[[ Data to use open ]]

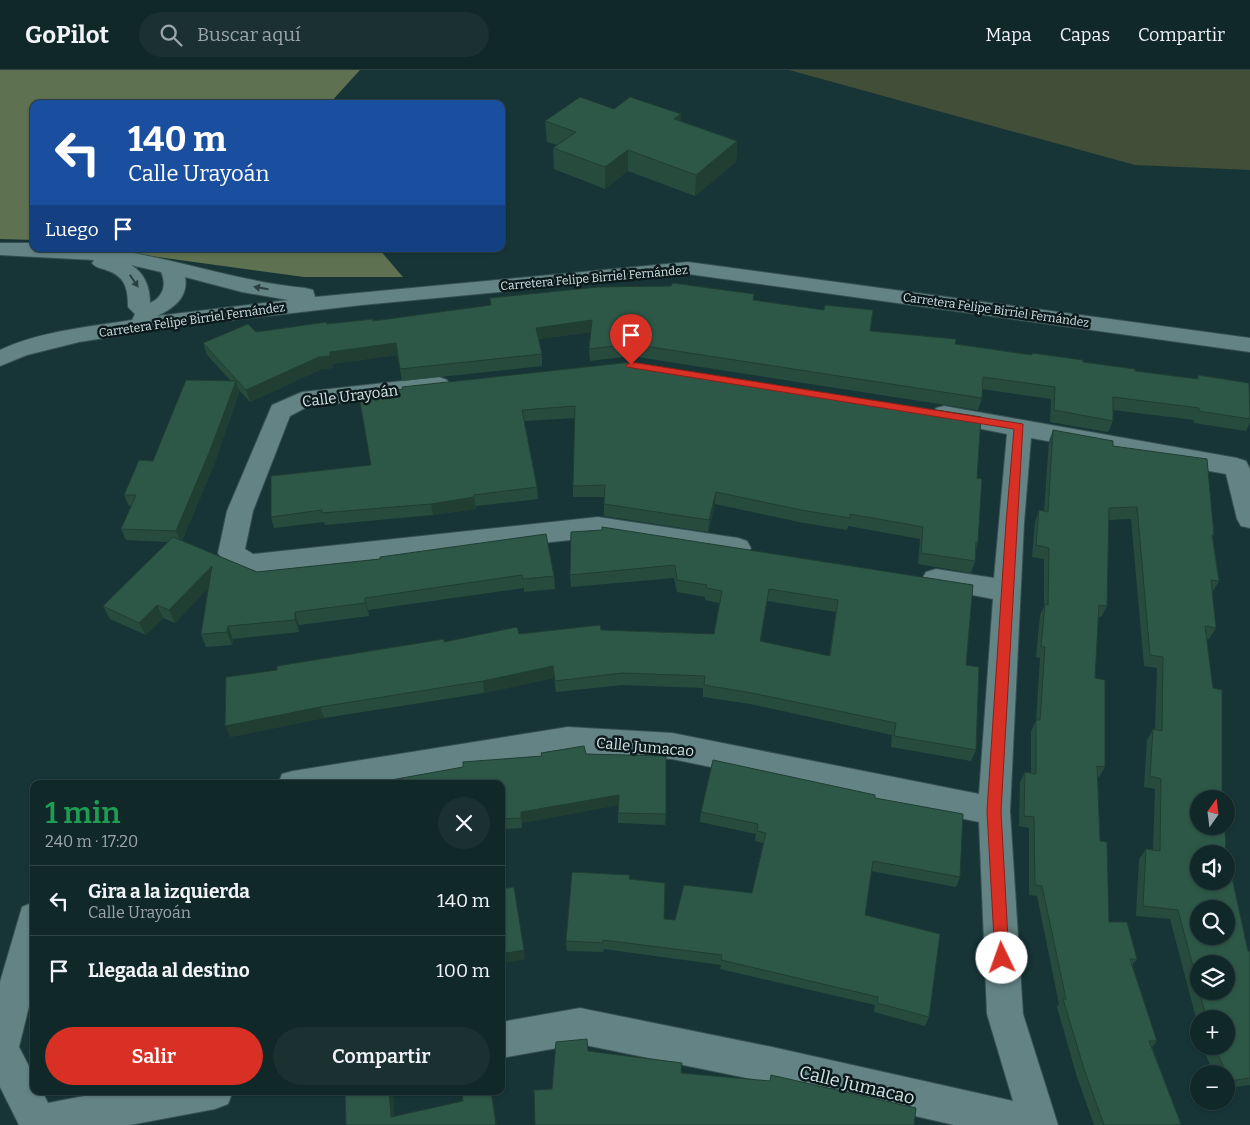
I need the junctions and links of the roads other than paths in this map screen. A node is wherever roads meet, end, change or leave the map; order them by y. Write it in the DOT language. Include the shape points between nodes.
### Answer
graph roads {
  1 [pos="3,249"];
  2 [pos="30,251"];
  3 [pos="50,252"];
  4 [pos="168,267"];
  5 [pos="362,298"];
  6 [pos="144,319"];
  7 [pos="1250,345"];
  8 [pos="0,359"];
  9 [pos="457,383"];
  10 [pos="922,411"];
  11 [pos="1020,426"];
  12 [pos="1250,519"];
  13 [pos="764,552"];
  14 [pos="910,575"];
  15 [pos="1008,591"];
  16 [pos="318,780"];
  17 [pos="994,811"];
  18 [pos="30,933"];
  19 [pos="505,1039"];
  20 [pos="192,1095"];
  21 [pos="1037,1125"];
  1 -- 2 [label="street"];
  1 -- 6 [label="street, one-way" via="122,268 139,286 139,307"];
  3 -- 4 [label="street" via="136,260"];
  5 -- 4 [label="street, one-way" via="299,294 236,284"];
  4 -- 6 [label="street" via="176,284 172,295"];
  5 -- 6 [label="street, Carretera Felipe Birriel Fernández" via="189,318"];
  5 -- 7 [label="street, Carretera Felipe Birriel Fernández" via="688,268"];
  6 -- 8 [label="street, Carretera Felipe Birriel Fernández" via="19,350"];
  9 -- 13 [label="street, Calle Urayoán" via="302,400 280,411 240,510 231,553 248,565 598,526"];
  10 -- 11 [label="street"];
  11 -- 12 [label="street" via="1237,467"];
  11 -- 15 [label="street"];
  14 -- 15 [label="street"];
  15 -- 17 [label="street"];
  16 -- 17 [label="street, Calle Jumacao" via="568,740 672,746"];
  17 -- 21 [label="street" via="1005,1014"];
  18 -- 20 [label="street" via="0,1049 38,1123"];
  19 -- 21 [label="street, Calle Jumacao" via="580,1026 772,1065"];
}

[[ Data to use closed ]]

• _Exercise prompt_
Tally the lines in the records that hold the word "Jumacao", and state only the resulting number.

• _The completed task_
2